Stored records
◆ ◆ ◆ ◆ ◆ ◆ ◆

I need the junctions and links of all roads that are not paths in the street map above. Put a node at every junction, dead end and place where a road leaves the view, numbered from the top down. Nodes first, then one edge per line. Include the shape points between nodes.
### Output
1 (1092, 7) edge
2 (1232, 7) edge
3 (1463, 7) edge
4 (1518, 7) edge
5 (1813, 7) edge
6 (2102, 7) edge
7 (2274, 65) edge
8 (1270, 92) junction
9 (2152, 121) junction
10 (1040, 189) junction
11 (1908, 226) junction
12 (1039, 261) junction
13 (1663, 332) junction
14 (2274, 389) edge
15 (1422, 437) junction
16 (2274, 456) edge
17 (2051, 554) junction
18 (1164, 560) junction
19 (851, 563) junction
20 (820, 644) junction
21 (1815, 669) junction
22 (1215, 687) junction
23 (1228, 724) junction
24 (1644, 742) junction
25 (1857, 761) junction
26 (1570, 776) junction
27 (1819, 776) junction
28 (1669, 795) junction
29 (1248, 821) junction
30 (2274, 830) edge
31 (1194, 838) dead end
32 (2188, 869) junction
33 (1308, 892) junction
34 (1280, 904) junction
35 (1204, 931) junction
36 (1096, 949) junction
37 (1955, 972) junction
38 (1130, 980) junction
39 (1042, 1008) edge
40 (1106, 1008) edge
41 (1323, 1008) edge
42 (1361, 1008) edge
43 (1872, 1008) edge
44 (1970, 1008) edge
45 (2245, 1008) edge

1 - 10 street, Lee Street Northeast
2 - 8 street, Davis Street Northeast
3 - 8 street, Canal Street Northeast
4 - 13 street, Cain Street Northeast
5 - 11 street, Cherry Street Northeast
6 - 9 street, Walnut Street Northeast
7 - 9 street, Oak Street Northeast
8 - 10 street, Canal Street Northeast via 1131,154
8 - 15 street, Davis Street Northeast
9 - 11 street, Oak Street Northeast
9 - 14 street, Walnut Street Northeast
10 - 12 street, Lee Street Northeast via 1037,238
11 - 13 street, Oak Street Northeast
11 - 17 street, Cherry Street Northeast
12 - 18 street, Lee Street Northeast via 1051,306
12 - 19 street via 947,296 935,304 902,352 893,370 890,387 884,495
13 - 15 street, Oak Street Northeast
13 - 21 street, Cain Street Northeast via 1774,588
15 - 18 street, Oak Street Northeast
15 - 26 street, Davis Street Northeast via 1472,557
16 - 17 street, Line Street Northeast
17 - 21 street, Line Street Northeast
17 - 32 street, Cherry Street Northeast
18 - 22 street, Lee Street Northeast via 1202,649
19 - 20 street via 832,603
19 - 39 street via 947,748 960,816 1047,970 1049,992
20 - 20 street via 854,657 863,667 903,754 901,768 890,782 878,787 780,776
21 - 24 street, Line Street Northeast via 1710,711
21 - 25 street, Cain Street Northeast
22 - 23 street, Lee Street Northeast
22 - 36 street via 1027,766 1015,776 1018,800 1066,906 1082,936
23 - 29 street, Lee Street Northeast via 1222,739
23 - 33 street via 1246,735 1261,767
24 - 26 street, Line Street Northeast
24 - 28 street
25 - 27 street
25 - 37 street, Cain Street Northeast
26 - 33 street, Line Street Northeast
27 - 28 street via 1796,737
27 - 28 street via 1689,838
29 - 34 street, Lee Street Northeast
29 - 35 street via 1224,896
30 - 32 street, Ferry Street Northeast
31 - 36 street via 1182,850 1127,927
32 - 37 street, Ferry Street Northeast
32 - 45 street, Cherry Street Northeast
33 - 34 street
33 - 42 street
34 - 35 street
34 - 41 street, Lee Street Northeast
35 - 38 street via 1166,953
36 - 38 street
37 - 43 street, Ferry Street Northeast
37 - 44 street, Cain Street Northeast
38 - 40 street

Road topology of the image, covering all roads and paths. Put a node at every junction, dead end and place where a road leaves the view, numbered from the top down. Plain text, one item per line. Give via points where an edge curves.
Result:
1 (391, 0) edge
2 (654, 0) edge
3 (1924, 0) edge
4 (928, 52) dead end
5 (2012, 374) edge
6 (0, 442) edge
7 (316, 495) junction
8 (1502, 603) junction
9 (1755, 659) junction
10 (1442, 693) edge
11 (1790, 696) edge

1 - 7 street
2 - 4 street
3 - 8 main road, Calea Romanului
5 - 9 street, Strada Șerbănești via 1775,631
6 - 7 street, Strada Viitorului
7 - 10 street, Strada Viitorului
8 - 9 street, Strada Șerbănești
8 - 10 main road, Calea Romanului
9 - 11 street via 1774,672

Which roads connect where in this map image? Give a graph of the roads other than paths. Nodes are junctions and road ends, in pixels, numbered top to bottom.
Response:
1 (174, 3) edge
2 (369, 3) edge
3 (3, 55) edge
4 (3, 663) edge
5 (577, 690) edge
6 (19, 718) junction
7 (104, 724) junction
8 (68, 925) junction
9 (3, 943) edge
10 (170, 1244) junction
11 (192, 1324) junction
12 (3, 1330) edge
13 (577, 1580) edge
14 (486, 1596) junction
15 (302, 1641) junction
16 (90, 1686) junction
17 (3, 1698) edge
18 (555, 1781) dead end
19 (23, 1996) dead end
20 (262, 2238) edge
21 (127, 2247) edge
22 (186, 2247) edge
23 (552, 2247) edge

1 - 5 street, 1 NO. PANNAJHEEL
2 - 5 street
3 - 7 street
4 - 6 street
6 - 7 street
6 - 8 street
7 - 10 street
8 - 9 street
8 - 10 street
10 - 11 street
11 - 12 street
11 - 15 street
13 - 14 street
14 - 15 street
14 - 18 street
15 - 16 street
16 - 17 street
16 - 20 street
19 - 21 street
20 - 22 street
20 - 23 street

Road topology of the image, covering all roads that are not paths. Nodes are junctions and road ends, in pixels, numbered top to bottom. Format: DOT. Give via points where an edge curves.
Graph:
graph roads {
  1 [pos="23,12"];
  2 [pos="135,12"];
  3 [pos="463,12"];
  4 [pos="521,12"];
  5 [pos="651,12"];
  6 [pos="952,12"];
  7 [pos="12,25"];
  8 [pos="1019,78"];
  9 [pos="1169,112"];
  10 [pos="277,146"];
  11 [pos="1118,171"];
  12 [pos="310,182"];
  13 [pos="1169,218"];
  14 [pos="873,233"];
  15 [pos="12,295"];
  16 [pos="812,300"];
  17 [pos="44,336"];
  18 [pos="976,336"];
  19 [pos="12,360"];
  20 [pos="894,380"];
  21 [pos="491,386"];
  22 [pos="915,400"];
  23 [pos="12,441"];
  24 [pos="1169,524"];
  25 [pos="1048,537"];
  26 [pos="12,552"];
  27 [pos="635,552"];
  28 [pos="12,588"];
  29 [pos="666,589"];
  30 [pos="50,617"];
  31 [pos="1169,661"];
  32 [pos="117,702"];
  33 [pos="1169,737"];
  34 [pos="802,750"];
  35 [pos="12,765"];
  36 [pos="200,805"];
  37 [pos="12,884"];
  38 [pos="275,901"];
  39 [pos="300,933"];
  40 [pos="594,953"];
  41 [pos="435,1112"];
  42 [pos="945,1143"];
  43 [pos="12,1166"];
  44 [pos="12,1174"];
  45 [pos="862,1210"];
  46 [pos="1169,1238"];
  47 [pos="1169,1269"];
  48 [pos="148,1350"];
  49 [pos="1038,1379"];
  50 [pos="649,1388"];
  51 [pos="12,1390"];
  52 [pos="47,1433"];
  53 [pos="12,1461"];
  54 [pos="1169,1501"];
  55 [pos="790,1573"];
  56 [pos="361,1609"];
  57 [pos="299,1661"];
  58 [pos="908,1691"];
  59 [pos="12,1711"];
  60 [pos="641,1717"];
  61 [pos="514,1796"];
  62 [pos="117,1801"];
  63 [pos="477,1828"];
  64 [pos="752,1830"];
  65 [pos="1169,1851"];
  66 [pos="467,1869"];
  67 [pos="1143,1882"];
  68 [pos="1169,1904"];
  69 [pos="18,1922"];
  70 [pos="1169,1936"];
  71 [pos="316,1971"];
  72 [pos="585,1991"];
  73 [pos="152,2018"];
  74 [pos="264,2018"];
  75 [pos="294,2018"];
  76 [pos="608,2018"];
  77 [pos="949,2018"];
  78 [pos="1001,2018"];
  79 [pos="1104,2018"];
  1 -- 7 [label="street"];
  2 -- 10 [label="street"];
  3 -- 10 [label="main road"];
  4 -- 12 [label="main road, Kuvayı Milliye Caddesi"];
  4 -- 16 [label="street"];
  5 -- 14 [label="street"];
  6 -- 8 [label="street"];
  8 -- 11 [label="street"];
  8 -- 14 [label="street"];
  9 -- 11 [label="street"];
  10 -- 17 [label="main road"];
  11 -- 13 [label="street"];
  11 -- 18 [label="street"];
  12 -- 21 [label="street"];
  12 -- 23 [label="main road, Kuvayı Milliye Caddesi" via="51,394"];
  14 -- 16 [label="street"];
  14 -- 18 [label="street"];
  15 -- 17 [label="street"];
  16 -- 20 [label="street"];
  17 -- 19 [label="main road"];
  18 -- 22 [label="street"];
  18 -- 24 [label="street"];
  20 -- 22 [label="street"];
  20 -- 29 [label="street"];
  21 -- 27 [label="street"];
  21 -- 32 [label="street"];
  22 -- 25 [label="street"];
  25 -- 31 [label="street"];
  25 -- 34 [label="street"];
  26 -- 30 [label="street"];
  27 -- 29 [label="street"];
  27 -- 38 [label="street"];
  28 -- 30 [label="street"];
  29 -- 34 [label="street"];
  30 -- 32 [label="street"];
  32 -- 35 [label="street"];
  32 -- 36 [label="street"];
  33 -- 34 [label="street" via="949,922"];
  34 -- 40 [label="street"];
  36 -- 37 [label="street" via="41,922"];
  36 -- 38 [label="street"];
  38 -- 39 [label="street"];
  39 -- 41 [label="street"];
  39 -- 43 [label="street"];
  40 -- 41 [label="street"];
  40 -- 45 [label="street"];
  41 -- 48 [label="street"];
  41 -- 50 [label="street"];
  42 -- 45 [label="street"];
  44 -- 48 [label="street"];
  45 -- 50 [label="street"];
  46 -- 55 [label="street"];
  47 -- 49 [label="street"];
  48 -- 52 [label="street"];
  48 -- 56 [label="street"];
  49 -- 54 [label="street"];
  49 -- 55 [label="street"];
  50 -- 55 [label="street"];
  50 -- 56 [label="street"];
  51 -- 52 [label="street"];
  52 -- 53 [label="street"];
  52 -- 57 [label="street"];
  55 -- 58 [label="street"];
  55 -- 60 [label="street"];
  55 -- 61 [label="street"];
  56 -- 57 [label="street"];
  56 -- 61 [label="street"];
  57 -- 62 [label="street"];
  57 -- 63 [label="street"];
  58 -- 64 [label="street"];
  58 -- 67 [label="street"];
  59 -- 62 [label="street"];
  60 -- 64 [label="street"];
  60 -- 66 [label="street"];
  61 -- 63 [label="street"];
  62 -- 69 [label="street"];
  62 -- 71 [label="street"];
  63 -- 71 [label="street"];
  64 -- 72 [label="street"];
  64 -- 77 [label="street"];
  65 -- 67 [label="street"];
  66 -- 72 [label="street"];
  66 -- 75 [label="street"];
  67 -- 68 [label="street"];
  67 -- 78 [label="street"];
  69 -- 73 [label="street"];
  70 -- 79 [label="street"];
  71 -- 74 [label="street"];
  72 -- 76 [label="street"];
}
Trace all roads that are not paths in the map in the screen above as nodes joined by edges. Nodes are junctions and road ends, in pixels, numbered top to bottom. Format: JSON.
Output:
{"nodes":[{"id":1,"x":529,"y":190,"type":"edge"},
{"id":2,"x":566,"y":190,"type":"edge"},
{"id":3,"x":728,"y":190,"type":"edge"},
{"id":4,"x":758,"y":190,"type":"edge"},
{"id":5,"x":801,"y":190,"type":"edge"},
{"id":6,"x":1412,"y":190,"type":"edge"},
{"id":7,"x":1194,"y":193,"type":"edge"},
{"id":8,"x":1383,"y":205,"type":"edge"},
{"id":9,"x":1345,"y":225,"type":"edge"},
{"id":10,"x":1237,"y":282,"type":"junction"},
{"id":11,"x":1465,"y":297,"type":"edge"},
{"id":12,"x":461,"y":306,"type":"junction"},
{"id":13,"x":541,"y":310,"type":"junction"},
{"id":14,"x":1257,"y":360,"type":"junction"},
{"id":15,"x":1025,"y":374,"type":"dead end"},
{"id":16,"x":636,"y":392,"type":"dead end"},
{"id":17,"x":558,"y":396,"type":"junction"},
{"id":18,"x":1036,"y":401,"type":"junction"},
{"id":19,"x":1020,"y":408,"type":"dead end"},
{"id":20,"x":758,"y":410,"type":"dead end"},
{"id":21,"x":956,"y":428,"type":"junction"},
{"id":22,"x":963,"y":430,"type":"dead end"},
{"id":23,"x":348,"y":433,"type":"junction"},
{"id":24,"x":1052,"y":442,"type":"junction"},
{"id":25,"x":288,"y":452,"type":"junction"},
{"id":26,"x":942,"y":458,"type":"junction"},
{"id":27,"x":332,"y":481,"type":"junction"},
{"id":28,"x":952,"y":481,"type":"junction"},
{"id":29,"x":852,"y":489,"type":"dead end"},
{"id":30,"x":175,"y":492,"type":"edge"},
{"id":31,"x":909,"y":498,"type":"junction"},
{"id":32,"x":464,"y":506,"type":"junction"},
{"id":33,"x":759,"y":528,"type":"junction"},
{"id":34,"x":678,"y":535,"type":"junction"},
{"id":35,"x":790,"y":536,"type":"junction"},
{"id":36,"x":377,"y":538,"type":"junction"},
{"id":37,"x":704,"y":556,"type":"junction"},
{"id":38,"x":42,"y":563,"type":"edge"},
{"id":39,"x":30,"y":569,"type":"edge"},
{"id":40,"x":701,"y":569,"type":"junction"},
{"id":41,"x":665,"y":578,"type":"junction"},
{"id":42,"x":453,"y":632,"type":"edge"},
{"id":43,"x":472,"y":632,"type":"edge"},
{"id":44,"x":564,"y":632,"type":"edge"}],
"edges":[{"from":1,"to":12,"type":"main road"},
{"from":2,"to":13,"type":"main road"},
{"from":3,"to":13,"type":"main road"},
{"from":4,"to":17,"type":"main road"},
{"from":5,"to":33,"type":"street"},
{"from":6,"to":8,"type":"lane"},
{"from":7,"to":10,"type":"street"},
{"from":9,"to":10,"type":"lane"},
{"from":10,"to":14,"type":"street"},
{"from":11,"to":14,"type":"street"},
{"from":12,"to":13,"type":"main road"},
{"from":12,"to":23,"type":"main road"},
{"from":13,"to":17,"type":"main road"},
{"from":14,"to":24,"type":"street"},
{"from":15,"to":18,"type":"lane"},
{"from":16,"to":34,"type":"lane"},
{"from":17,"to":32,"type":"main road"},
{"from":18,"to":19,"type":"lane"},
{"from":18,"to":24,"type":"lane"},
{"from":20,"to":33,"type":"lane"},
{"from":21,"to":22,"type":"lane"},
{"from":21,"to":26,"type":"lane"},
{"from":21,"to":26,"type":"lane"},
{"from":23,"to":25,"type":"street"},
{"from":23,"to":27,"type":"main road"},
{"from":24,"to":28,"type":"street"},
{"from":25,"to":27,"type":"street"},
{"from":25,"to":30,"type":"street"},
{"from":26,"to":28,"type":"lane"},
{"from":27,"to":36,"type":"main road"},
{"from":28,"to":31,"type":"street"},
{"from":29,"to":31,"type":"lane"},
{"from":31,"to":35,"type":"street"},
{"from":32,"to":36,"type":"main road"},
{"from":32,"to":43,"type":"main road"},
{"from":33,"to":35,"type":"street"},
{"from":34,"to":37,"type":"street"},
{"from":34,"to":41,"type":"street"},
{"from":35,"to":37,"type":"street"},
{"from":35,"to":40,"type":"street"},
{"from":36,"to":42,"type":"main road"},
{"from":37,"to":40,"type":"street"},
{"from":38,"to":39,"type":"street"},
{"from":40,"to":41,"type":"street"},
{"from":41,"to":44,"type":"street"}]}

◆ ◆ ◆ ◆ ◆ ◆ ◆

# EXERCISE PROMPT
The answer must be every line of the data that holds the word "Kuvayı".

# FINISHED TASK
  4 -- 12 [label="main road, Kuvayı Milliye Caddesi"];
  12 -- 23 [label="main road, Kuvayı Milliye Caddesi" via="51,394"];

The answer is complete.